EXERCISE GOAL »
Write out each record a second time, exactly.

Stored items
-*-
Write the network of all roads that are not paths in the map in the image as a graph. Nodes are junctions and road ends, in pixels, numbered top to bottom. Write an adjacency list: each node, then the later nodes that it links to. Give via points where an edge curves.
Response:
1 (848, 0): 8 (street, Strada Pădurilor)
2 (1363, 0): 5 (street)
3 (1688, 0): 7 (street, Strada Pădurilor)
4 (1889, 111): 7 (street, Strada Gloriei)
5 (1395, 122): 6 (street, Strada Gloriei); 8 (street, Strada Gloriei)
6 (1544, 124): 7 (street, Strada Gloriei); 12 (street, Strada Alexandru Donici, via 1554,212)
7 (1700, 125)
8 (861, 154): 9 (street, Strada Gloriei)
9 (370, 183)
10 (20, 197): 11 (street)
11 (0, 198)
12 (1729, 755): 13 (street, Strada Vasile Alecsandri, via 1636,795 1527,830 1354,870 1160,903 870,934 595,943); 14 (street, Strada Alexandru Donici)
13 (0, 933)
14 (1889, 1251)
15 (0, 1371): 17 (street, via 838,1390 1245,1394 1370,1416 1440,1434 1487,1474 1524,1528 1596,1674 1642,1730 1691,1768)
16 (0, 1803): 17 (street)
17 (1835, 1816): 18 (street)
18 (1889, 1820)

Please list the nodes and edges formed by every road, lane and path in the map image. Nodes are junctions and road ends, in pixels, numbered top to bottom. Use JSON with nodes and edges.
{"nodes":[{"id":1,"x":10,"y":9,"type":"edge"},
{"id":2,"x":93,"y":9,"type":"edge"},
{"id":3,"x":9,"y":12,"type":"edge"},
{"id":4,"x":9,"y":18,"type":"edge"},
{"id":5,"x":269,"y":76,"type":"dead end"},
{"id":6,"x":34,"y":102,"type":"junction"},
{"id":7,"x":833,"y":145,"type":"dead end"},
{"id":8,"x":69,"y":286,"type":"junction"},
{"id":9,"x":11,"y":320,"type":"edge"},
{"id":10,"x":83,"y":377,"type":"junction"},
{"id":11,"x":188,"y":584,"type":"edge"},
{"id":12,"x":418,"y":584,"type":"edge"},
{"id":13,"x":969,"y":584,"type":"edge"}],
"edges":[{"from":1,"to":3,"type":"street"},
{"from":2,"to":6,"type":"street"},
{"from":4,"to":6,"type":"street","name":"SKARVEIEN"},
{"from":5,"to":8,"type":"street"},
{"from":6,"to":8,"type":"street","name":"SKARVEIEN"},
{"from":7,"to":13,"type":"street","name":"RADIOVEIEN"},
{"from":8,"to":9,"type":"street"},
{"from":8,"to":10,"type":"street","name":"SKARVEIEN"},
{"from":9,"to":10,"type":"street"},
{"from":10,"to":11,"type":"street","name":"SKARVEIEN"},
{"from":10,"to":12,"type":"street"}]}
-*-
THE COMPLETED TASK »
Write the network of all roads that are not paths in the map in the image as a graph. Nodes are junctions and road ends, in pixels, numbered top to bottom. Write an adjacency list: each node, then the later nodes that it links to. Give via points where an edge curves.
Response:
1 (848, 0): 8 (street, Strada Pădurilor)
2 (1363, 0): 5 (street)
3 (1688, 0): 7 (street, Strada Pădurilor)
4 (1889, 111): 7 (street, Strada Gloriei)
5 (1395, 122): 6 (street, Strada Gloriei); 8 (street, Strada Gloriei)
6 (1544, 124): 7 (street, Strada Gloriei); 12 (street, Strada Alexandru Donici, via 1554,212)
7 (1700, 125)
8 (861, 154): 9 (street, Strada Gloriei)
9 (370, 183)
10 (20, 197): 11 (street)
11 (0, 198)
12 (1729, 755): 13 (street, Strada Vasile Alecsandri, via 1636,795 1527,830 1354,870 1160,903 870,934 595,943); 14 (street, Strada Alexandru Donici)
13 (0, 933)
14 (1889, 1251)
15 (0, 1371): 17 (street, via 838,1390 1245,1394 1370,1416 1440,1434 1487,1474 1524,1528 1596,1674 1642,1730 1691,1768)
16 (0, 1803): 17 (street)
17 (1835, 1816): 18 (street)
18 (1889, 1820)

Please list the nodes and edges formed by every road, lane and path in the map image. Nodes are junctions and road ends, in pixels, numbered top to bottom. Use JSON with nodes and edges.
{"nodes":[{"id":1,"x":10,"y":9,"type":"edge"},
{"id":2,"x":93,"y":9,"type":"edge"},
{"id":3,"x":9,"y":12,"type":"edge"},
{"id":4,"x":9,"y":18,"type":"edge"},
{"id":5,"x":269,"y":76,"type":"dead end"},
{"id":6,"x":34,"y":102,"type":"junction"},
{"id":7,"x":833,"y":145,"type":"dead end"},
{"id":8,"x":69,"y":286,"type":"junction"},
{"id":9,"x":11,"y":320,"type":"edge"},
{"id":10,"x":83,"y":377,"type":"junction"},
{"id":11,"x":188,"y":584,"type":"edge"},
{"id":12,"x":418,"y":584,"type":"edge"},
{"id":13,"x":969,"y":584,"type":"edge"}],
"edges":[{"from":1,"to":3,"type":"street"},
{"from":2,"to":6,"type":"street"},
{"from":4,"to":6,"type":"street","name":"SKARVEIEN"},
{"from":5,"to":8,"type":"street"},
{"from":6,"to":8,"type":"street","name":"SKARVEIEN"},
{"from":7,"to":13,"type":"street","name":"RADIOVEIEN"},
{"from":8,"to":9,"type":"street"},
{"from":8,"to":10,"type":"street","name":"SKARVEIEN"},
{"from":9,"to":10,"type":"street"},
{"from":10,"to":11,"type":"street","name":"SKARVEIEN"},
{"from":10,"to":12,"type":"street"}]}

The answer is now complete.